The records:
-.-.-

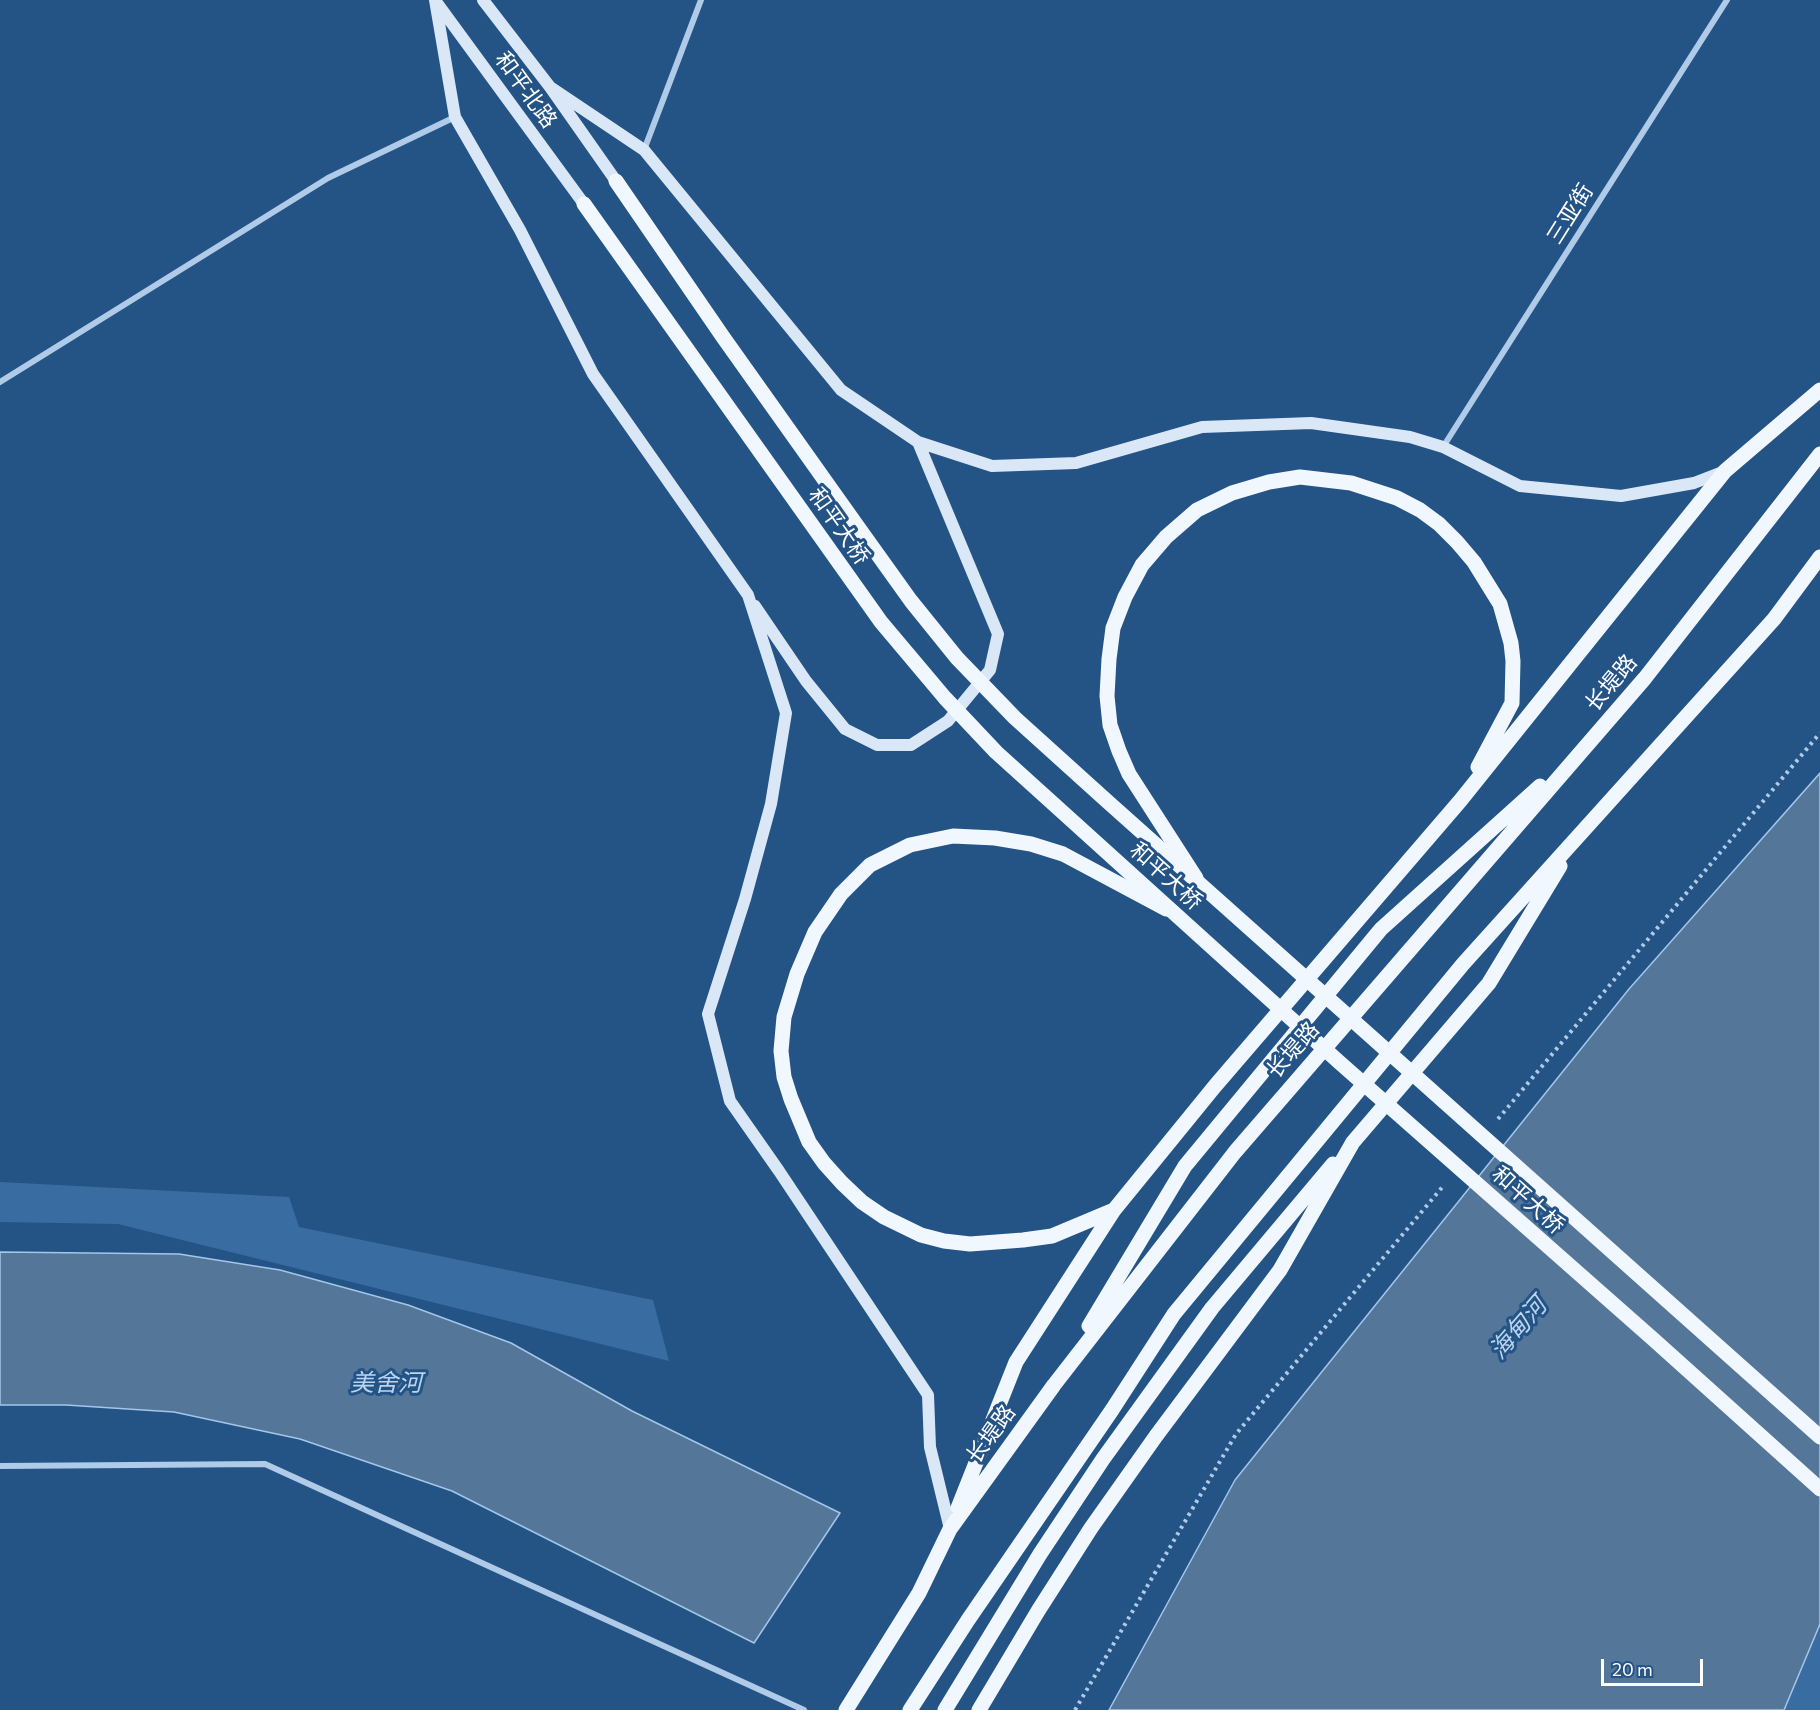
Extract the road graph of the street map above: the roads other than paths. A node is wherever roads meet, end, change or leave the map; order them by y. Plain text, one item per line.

-.-.-

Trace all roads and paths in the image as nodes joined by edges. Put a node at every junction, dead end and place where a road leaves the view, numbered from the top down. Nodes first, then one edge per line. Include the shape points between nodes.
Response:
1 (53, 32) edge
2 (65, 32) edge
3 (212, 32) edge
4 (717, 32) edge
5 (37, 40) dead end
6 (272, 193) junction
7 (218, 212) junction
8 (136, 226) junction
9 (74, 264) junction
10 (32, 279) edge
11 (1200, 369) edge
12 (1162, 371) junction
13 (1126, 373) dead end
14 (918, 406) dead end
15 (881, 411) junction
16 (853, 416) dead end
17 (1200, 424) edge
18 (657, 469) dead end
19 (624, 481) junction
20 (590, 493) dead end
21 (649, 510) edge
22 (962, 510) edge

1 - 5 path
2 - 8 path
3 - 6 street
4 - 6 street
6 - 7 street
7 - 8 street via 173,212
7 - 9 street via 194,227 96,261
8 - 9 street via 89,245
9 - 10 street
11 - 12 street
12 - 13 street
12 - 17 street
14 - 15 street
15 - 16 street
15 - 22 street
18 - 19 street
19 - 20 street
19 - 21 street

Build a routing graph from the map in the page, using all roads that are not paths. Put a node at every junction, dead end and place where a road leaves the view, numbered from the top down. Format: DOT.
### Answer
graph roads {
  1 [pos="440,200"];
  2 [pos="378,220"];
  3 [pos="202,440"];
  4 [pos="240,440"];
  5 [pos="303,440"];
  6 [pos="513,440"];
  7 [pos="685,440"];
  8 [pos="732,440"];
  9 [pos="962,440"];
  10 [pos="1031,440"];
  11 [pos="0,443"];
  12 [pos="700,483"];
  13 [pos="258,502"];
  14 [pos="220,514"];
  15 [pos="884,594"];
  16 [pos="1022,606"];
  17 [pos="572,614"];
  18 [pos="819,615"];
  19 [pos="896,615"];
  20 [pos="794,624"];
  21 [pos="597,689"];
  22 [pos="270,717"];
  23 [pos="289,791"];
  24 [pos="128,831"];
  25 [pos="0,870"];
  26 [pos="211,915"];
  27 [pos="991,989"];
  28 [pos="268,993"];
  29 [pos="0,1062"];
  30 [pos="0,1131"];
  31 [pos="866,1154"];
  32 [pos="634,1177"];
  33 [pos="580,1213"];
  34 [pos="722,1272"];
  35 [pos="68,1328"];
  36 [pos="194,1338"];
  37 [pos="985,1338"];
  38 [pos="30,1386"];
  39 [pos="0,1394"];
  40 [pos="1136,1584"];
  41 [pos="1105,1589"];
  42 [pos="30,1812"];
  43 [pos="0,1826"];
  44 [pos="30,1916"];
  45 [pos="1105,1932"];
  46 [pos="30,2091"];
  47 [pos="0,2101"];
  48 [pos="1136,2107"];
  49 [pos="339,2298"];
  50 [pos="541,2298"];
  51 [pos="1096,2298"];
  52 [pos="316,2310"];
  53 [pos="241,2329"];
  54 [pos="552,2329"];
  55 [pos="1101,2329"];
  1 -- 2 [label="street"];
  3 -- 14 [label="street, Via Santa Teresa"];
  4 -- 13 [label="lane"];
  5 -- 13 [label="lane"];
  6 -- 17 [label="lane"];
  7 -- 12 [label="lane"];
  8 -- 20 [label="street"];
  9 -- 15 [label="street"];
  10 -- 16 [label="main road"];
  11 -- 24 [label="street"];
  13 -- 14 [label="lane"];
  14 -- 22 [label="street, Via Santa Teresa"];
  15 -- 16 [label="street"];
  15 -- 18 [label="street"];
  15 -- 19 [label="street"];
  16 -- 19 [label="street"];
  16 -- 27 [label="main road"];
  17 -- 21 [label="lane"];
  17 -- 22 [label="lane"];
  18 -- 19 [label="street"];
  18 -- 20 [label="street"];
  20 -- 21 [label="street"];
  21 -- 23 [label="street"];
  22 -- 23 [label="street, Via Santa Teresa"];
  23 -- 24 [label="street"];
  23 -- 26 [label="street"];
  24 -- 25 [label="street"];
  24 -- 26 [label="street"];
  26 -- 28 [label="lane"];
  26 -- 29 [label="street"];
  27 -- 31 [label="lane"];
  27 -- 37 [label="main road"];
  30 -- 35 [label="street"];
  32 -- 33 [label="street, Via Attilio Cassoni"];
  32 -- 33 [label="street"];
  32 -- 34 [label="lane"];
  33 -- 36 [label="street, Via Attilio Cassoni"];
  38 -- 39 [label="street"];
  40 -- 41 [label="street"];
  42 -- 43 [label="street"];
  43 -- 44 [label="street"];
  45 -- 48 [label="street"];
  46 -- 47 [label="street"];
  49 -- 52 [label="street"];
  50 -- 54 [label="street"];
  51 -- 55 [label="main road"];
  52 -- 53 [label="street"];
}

-.-.-

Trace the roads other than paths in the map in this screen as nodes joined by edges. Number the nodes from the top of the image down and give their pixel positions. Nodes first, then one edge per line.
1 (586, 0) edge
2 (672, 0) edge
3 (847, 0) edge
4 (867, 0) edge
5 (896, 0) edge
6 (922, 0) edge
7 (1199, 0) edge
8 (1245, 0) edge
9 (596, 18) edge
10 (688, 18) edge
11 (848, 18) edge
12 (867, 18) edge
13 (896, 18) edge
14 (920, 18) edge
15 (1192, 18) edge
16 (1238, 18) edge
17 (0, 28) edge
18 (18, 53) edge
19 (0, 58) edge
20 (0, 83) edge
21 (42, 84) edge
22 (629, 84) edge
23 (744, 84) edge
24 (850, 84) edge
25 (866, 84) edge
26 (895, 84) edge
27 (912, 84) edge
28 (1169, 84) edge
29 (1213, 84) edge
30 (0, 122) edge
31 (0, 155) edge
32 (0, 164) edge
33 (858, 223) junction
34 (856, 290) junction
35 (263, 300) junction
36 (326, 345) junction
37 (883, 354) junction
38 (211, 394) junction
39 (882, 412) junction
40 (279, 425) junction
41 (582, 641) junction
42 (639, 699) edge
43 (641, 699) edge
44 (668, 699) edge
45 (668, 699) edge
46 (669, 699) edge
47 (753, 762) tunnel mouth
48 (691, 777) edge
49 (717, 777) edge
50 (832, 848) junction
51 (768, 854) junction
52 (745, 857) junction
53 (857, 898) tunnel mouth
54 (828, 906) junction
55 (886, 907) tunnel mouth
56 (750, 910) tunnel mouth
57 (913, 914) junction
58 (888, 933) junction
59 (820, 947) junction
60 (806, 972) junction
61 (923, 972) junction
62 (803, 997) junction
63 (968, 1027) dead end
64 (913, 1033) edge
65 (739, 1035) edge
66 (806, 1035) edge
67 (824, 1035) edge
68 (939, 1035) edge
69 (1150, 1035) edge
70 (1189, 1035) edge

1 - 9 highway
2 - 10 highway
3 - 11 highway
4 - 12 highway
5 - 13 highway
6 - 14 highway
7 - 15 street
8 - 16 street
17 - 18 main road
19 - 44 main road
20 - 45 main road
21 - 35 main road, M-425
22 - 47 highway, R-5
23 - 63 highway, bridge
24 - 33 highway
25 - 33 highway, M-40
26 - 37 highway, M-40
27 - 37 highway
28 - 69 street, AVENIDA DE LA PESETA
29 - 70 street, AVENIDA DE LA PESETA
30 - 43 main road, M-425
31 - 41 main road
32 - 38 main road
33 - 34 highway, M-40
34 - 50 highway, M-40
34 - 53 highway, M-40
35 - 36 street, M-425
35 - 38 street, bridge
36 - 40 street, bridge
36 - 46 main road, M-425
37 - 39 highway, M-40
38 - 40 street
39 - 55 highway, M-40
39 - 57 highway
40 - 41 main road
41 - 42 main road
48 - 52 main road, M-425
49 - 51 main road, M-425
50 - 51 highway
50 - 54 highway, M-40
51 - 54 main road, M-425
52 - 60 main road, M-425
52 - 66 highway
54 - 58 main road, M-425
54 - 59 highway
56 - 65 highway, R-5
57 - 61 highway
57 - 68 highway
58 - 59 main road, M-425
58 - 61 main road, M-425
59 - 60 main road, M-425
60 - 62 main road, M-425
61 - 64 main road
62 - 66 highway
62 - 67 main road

-.-.-

Your task:
Return each line from the entries above that includes "every".

Exercise output:
Trace all roads and paths in the image as nodes joined by edges. Put a node at every junction, dead end and place where a road leaves the view, numbered from the top down. Nodes first, then one edge per line. Include the shape points between nodes.
Build a routing graph from the map in the page, using all roads that are not paths. Put a node at every junction, dead end and place where a road leaves the view, numbered from the top down. Format: DOT.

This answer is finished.